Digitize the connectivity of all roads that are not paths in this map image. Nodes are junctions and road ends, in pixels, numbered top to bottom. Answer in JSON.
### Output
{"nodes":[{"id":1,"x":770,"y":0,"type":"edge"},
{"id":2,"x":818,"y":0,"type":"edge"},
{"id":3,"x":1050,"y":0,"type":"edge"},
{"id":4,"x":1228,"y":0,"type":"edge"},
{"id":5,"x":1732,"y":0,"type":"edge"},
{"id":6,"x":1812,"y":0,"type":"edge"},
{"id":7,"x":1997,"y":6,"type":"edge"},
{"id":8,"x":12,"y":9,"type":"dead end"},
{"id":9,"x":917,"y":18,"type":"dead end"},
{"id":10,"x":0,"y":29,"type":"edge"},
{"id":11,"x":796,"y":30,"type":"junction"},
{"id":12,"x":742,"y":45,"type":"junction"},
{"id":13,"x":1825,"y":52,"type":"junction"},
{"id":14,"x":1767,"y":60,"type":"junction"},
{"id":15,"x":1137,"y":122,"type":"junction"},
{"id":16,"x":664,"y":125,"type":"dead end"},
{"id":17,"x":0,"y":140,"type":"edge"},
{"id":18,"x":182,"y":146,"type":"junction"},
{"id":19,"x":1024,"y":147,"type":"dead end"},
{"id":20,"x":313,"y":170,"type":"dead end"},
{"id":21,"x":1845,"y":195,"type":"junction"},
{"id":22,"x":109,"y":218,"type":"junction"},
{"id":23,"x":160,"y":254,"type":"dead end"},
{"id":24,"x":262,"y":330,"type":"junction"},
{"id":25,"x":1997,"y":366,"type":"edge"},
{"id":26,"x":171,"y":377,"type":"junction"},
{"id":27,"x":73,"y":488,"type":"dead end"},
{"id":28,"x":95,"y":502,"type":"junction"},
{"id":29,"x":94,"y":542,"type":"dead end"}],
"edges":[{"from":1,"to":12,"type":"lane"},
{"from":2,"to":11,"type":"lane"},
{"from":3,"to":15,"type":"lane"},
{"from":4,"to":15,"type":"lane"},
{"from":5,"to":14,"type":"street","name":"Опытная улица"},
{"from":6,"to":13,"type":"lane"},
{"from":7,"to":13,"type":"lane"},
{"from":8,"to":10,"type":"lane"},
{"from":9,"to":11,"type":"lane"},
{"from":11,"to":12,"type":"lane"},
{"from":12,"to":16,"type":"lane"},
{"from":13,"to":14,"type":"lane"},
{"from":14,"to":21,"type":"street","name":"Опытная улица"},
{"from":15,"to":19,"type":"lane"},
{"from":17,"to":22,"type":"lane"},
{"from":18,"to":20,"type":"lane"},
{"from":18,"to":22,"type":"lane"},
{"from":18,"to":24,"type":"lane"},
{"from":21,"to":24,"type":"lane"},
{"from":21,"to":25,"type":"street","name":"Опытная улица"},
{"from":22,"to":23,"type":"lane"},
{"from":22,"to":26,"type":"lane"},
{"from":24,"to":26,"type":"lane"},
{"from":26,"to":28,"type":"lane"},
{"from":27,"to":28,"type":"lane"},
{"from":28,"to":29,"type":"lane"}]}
******************************
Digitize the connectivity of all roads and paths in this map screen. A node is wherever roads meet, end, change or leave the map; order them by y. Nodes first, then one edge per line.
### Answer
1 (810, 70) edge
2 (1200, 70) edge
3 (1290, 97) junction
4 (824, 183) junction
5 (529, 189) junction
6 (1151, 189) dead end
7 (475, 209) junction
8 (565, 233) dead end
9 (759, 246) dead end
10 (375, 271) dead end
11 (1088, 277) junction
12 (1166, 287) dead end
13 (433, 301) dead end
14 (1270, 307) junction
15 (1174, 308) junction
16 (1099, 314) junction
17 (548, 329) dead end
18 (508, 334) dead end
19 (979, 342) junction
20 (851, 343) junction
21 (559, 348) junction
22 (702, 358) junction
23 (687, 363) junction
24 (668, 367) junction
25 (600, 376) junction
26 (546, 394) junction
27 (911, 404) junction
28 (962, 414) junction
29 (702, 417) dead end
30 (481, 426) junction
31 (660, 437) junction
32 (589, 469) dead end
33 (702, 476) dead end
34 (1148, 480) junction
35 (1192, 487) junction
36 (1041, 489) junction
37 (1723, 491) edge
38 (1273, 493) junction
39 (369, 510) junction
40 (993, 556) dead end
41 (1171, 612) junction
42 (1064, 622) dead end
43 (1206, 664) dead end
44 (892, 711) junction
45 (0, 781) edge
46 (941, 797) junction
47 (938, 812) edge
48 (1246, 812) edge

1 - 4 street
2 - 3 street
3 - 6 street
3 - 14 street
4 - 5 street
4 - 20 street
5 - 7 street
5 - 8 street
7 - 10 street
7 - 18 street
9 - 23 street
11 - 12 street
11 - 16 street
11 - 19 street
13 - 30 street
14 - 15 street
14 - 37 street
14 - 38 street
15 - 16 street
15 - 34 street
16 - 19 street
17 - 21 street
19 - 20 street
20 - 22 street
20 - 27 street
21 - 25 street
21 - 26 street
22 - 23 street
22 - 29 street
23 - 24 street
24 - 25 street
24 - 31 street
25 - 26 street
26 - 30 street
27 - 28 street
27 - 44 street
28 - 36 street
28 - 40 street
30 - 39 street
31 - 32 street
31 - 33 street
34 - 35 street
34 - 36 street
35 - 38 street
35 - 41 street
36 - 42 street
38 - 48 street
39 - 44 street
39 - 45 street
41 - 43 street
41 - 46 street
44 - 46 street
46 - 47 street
******************************
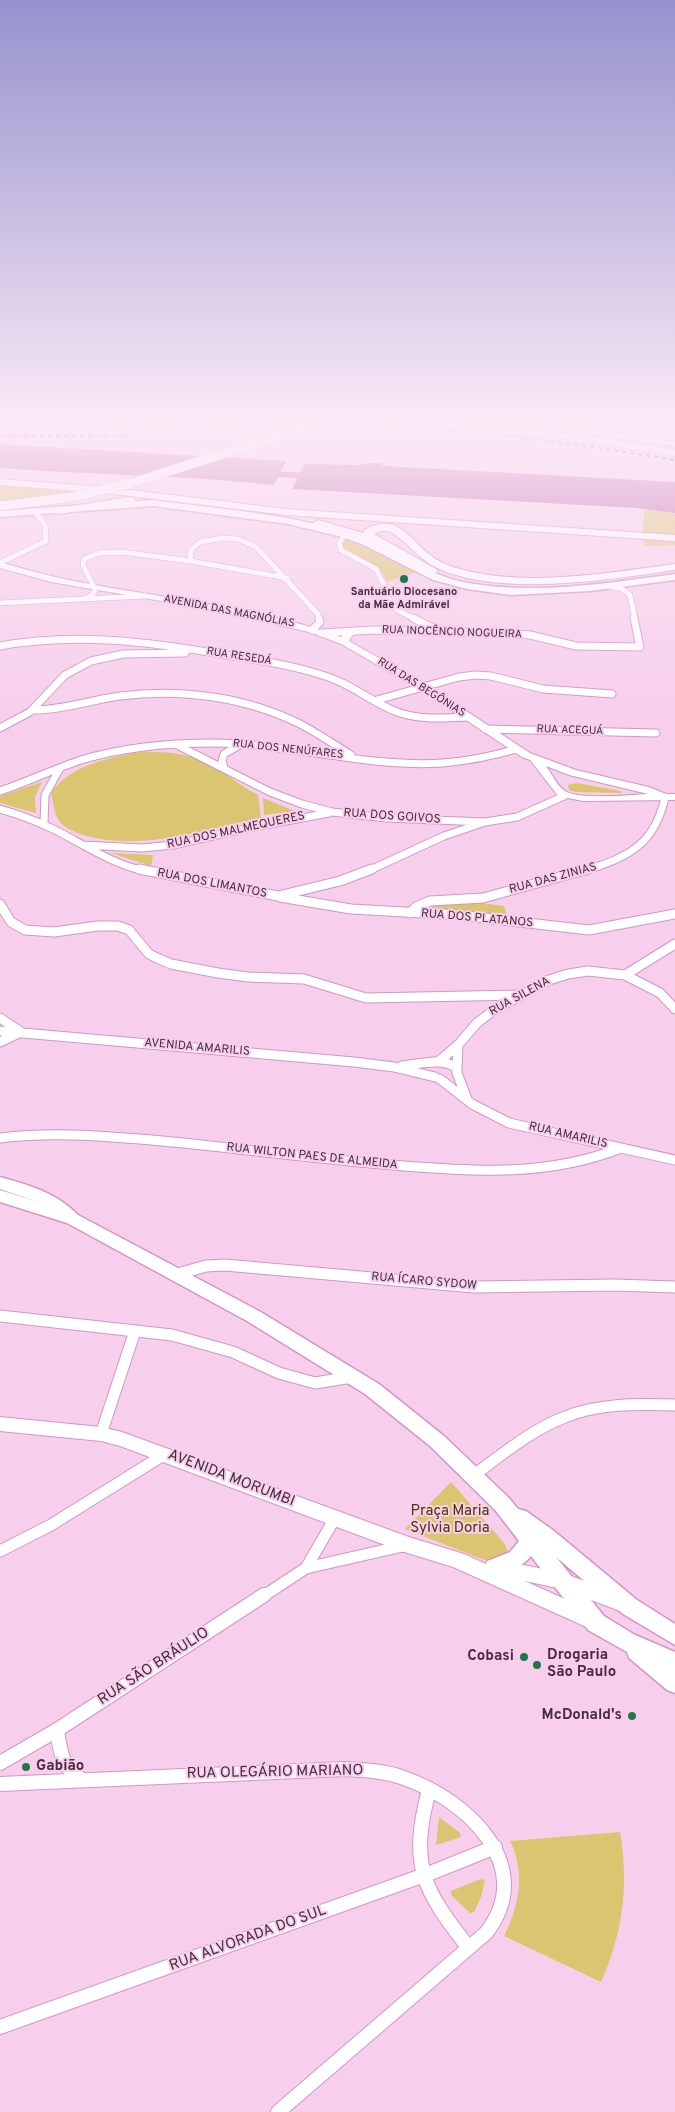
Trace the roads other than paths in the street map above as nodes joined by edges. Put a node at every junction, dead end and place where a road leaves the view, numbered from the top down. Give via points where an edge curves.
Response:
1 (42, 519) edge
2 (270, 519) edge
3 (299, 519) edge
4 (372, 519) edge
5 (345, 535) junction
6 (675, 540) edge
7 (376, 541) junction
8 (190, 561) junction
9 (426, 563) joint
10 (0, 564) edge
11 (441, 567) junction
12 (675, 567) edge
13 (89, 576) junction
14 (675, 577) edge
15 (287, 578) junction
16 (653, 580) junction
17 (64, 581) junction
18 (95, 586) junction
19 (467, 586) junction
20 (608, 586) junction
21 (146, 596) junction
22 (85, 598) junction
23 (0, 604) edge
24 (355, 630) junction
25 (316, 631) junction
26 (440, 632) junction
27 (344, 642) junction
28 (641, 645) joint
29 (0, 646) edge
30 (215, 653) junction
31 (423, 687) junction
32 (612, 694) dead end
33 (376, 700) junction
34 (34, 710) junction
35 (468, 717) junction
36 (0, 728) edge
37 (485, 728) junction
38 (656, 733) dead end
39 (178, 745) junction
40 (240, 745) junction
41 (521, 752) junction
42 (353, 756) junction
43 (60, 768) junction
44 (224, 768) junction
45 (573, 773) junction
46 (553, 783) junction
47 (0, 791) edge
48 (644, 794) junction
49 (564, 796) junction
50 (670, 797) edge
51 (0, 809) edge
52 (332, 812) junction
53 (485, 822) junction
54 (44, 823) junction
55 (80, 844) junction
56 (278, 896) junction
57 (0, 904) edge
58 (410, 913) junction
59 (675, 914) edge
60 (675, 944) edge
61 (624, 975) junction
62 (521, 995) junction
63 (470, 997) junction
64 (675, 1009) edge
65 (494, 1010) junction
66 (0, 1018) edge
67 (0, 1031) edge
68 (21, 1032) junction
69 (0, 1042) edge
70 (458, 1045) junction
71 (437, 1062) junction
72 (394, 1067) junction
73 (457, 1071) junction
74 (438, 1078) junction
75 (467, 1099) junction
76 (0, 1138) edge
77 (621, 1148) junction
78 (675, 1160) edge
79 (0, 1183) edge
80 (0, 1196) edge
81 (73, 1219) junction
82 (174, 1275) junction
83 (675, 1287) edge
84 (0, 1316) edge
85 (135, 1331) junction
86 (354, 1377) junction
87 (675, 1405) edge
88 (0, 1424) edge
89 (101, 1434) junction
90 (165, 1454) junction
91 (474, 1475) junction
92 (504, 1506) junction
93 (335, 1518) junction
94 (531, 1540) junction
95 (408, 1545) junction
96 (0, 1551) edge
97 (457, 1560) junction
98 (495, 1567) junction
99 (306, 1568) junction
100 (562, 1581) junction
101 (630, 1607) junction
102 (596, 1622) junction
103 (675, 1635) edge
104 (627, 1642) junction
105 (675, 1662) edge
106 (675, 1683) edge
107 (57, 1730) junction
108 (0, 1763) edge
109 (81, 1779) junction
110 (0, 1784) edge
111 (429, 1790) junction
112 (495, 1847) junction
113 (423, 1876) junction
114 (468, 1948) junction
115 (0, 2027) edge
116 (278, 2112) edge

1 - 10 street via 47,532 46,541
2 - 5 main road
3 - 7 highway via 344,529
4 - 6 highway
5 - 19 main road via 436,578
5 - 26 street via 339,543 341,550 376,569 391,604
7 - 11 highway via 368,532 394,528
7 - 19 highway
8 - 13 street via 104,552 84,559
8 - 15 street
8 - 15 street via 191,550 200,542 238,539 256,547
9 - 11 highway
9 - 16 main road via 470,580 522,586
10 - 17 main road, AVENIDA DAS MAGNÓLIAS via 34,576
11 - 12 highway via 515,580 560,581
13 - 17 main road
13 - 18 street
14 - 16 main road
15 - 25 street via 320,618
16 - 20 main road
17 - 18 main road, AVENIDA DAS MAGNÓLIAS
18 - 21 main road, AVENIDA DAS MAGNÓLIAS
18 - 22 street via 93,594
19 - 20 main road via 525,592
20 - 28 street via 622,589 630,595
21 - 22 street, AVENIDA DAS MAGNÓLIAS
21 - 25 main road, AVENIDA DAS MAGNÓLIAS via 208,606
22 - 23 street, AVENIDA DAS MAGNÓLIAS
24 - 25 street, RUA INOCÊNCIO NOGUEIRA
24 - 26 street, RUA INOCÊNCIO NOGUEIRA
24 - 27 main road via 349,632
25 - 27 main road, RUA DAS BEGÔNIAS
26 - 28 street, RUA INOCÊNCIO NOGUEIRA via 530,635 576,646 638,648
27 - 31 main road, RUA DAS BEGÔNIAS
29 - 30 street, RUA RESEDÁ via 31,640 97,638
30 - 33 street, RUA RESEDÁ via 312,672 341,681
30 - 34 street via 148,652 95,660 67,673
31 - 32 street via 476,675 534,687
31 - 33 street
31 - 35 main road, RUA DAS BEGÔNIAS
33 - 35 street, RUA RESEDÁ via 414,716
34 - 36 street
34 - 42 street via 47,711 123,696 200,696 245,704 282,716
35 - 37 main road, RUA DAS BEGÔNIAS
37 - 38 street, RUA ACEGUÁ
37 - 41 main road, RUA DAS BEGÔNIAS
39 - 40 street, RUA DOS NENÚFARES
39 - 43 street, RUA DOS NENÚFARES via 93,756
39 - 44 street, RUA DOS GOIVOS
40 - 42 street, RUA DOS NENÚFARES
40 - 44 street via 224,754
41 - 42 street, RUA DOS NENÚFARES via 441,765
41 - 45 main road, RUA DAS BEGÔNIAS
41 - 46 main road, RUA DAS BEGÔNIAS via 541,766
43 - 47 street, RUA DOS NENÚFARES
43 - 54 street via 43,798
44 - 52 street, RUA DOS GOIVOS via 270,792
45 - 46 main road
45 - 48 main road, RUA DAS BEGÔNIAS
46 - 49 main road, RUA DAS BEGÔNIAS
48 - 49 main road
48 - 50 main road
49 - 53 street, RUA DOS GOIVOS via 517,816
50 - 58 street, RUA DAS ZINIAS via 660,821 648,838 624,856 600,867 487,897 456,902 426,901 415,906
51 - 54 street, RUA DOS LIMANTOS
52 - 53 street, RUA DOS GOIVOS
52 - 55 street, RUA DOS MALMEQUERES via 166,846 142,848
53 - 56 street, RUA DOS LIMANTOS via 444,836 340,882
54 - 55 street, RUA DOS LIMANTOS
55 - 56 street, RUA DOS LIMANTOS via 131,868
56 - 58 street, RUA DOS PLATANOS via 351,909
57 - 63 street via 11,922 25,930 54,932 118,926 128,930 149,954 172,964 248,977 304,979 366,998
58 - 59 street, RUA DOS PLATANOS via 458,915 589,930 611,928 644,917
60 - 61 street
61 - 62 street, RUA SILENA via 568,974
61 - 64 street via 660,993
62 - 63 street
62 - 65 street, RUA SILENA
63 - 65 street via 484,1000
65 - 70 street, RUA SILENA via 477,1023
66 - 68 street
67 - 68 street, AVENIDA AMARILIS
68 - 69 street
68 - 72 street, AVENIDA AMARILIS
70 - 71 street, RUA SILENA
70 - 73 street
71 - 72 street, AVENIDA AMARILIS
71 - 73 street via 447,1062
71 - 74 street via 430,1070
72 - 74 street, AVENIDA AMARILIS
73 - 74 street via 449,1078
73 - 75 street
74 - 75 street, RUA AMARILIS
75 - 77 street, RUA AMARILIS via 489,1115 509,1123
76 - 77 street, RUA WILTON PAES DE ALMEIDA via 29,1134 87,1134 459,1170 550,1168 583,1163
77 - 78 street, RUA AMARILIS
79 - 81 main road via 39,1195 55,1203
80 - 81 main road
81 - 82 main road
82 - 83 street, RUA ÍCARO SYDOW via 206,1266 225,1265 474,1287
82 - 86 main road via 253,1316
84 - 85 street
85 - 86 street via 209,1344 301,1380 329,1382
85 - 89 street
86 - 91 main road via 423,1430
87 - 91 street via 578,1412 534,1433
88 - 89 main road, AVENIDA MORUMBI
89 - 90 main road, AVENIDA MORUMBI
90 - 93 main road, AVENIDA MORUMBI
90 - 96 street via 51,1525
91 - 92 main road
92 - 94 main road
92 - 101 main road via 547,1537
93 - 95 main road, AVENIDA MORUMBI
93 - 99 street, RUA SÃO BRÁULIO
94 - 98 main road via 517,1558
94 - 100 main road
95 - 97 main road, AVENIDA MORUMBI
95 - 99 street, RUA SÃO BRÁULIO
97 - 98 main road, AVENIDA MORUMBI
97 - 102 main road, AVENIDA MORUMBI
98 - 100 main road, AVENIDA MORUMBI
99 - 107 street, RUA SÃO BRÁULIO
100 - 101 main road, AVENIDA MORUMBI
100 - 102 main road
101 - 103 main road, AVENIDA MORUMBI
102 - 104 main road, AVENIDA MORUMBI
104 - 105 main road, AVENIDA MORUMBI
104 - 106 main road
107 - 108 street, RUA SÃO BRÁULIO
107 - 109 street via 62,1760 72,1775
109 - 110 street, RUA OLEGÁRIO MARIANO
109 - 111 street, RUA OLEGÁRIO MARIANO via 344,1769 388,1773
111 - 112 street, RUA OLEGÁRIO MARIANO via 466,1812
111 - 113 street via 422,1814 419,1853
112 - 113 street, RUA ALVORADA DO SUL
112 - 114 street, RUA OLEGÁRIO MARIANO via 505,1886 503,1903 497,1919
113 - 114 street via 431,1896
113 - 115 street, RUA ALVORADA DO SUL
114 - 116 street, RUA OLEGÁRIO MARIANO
******************************
Which lines in the records above contain the string "LIMANTOS"? Copy them.

51 - 54 street, RUA DOS LIMANTOS
53 - 56 street, RUA DOS LIMANTOS via 444,836 340,882
54 - 55 street, RUA DOS LIMANTOS
55 - 56 street, RUA DOS LIMANTOS via 131,868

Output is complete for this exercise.